I can't remember the last time I loved to write a blog post.

I can't remember the last time I had a spark of creativity.

So today is the day I want to change all of that.

 I've been stuck in a horrible rut since January, and whilst things have improved in other areas, I need to start getting myself out of the creativity jam. I need to start evaluating what is important to me, and how I am going to use my creativity to better myself as a person. And I need to finding time to start blogging, because it really helps me creatively!

Have any of you been feeling this way? What have you done to change it all?

I'm also currently working on my blog, so please stick with me!

Love,

Gracie xo

Tuesday, 3 November 2015

'High Rise' by J.G Ballard | Gracie Reads

Hey guys,

So today I want to share my thoughts on the novel 'High Rise' by J.G Ballard which I've recently just finished reading. I so want to read more of Ballard's work as it is a fantastic, and essential part to any Sci-Fi collection. It would be amazing to add more of his work. This review will contain some spoilers so please be warned!

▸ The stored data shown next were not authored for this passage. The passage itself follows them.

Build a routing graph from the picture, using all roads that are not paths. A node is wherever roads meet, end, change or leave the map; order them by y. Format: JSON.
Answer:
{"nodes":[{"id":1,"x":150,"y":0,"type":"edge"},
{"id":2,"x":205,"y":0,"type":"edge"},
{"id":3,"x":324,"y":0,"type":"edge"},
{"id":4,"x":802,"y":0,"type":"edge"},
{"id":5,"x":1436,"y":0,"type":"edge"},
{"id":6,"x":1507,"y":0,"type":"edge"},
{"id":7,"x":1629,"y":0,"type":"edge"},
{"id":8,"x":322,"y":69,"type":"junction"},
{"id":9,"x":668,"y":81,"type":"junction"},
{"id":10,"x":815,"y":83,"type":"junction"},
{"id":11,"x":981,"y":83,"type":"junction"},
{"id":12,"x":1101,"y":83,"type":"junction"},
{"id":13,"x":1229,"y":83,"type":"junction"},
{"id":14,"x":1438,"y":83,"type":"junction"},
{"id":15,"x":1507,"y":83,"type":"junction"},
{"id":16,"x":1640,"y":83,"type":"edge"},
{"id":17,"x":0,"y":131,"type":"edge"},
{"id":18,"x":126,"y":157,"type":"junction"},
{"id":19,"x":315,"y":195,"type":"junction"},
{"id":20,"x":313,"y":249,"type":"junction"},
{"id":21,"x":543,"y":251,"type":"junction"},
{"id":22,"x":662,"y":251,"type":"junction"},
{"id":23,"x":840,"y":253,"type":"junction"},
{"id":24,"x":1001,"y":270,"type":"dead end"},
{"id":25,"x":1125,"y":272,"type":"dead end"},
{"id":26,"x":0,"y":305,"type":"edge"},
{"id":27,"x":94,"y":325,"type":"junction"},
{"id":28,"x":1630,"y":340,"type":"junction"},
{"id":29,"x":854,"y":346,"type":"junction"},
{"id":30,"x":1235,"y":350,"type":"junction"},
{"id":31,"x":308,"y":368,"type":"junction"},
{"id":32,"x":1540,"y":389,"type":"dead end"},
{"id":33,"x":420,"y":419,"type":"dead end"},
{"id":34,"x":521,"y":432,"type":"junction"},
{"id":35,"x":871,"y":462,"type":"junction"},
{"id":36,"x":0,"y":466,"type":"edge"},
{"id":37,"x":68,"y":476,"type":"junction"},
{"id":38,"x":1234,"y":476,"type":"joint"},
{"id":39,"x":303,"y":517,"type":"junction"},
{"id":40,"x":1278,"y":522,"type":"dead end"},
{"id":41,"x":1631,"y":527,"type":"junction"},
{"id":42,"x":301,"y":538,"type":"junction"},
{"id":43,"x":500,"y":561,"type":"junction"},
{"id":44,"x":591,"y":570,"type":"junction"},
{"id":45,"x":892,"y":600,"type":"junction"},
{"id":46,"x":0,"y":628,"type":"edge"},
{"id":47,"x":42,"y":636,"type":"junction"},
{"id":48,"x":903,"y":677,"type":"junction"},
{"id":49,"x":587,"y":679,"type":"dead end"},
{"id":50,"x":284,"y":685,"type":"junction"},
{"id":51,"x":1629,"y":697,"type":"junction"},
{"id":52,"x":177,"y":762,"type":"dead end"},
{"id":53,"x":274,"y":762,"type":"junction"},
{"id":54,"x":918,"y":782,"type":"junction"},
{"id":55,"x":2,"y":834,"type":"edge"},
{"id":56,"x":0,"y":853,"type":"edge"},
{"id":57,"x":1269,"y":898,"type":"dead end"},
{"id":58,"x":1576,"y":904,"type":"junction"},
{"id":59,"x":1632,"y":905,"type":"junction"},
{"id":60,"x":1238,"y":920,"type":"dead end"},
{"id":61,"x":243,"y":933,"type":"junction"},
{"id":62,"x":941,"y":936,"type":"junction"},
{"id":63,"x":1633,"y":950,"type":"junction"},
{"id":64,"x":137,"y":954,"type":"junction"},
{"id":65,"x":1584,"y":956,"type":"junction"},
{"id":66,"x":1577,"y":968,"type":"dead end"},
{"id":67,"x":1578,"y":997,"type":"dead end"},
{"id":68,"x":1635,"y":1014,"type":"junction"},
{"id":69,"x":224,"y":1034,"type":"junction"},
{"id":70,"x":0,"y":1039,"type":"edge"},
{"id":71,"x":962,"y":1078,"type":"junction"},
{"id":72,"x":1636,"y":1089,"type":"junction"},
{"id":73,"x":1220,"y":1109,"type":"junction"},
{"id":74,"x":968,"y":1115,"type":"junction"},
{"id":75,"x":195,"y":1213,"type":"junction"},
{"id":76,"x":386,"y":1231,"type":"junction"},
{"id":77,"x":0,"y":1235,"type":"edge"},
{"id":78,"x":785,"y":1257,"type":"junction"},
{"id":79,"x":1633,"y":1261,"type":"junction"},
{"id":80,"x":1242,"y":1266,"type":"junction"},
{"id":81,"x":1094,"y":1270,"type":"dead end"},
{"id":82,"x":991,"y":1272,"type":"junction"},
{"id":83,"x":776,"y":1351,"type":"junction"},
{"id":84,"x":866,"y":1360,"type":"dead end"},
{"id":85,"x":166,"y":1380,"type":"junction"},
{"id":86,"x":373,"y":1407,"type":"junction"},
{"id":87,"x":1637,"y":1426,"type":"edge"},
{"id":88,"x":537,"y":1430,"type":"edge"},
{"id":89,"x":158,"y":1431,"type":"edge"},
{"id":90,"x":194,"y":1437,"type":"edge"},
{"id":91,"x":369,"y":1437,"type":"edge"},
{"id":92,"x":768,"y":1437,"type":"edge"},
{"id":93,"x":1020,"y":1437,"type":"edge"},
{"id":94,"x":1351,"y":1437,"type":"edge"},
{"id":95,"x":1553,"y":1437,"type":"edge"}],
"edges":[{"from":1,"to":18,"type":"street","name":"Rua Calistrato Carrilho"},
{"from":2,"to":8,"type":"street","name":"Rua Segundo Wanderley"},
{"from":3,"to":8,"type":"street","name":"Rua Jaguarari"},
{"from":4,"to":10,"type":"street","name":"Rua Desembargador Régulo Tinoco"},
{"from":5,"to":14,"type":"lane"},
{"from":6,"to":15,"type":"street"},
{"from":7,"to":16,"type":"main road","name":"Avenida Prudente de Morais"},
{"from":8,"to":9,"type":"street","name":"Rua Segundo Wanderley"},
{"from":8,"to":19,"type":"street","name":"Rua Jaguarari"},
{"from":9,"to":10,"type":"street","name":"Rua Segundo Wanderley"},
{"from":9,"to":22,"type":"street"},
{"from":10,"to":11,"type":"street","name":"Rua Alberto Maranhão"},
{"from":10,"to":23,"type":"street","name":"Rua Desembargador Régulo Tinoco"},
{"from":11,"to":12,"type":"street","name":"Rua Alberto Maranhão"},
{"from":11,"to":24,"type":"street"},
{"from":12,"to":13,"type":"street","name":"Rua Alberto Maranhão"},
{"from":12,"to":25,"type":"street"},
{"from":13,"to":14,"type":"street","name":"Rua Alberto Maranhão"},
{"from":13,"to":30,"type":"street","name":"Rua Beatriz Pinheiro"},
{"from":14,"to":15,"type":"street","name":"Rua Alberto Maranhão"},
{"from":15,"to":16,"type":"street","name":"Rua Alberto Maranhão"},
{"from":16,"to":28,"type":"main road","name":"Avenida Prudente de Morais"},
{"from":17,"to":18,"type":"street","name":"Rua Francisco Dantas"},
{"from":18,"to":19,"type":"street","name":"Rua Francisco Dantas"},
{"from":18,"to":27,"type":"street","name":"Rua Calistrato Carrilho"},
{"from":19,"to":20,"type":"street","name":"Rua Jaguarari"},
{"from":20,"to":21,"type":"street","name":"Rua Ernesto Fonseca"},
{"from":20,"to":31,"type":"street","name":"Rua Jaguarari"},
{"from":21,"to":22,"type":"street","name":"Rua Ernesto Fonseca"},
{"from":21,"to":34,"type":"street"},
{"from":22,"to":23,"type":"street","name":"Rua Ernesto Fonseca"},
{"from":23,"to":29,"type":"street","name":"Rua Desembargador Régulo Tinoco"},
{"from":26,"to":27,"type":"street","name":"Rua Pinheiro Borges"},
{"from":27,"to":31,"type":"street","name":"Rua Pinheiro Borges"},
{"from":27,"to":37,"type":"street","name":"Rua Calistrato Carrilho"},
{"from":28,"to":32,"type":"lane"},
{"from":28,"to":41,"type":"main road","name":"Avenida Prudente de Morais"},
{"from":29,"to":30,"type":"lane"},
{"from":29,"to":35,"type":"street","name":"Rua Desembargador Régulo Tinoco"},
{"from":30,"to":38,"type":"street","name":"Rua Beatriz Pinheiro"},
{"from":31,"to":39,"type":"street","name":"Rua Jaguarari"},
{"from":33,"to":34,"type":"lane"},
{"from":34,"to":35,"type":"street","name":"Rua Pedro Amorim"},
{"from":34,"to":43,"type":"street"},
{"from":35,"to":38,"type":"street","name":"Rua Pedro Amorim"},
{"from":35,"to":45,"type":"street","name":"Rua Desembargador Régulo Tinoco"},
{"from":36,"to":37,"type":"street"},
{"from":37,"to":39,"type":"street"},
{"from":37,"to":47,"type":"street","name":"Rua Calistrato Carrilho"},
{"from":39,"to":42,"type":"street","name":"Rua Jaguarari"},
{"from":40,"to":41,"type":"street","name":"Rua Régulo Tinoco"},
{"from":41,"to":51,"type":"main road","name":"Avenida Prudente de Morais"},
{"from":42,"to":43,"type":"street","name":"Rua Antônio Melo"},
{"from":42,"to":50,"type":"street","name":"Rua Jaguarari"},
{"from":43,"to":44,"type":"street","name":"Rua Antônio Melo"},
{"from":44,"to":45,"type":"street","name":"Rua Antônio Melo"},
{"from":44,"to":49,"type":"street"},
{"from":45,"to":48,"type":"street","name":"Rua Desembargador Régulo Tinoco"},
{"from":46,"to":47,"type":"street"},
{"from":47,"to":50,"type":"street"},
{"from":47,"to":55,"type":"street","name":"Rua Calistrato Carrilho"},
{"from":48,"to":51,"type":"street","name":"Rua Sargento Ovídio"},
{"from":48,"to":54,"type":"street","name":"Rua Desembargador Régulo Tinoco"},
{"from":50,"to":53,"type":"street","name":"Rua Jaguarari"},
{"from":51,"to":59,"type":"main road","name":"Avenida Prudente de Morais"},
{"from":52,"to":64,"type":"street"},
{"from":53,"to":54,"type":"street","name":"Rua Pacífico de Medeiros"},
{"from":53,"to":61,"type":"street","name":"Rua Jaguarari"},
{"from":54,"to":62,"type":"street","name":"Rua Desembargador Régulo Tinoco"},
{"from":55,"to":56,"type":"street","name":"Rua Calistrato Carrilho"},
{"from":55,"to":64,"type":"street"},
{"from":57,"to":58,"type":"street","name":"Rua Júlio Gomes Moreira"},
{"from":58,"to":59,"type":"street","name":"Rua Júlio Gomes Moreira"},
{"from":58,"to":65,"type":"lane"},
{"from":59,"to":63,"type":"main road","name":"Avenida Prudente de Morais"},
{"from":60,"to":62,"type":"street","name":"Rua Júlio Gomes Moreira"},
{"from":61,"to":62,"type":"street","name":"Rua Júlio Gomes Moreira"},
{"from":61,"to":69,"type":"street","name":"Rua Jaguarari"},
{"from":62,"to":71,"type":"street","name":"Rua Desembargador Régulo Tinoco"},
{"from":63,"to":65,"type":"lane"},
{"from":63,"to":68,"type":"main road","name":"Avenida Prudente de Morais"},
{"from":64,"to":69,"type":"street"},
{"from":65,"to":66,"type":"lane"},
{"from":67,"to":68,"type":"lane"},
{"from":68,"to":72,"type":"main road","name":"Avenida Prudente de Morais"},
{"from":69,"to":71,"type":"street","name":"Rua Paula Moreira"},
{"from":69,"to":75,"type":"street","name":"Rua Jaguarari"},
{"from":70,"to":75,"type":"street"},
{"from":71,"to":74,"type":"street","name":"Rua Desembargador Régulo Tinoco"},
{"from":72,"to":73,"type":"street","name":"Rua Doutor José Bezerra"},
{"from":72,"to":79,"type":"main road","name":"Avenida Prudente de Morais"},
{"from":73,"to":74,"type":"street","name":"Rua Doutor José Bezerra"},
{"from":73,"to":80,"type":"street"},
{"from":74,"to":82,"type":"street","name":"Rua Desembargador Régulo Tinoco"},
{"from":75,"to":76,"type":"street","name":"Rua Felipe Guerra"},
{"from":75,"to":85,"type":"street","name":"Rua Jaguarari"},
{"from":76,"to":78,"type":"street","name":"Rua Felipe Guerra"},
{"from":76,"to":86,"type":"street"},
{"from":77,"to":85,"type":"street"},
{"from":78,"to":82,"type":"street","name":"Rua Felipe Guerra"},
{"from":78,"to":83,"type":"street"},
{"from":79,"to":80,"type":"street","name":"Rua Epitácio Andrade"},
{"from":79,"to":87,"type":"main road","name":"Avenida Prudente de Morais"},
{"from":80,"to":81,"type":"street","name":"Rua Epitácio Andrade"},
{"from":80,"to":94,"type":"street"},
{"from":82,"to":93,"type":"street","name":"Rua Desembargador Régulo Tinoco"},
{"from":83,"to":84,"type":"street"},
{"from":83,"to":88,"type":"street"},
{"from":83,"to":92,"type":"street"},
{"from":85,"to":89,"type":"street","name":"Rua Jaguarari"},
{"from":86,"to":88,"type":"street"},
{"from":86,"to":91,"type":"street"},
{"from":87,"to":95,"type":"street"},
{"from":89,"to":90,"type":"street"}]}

I also had no idea that this film was released as a major movie, until I saw the sticker on the front of the book (The biggest annoyance ever). However, I went in reading this book with fresh eyes, I didn't even read the blurb. Someone I knew once told me to NEVER read the back. Whilst I've found this advice hard to take on I decided I wanted to do it with this book.

'High Rise' by J.G Ballard leads an exciting narrative that flits between three different people; following their lives in the High Rise. The High Rise itself contains all the necessities needed to live and function. These include, a shopping complex, a swimming pool, a roof garden, and so forth. Ballard makes clear from the start the divide between the rich and the poor, the higher you are the richer you are. Through this Ballard is directly relating this to a real life society, often the higher you are in society the richer you are. As the novel moves forward, things steadily get worse for the residents in the High Rise.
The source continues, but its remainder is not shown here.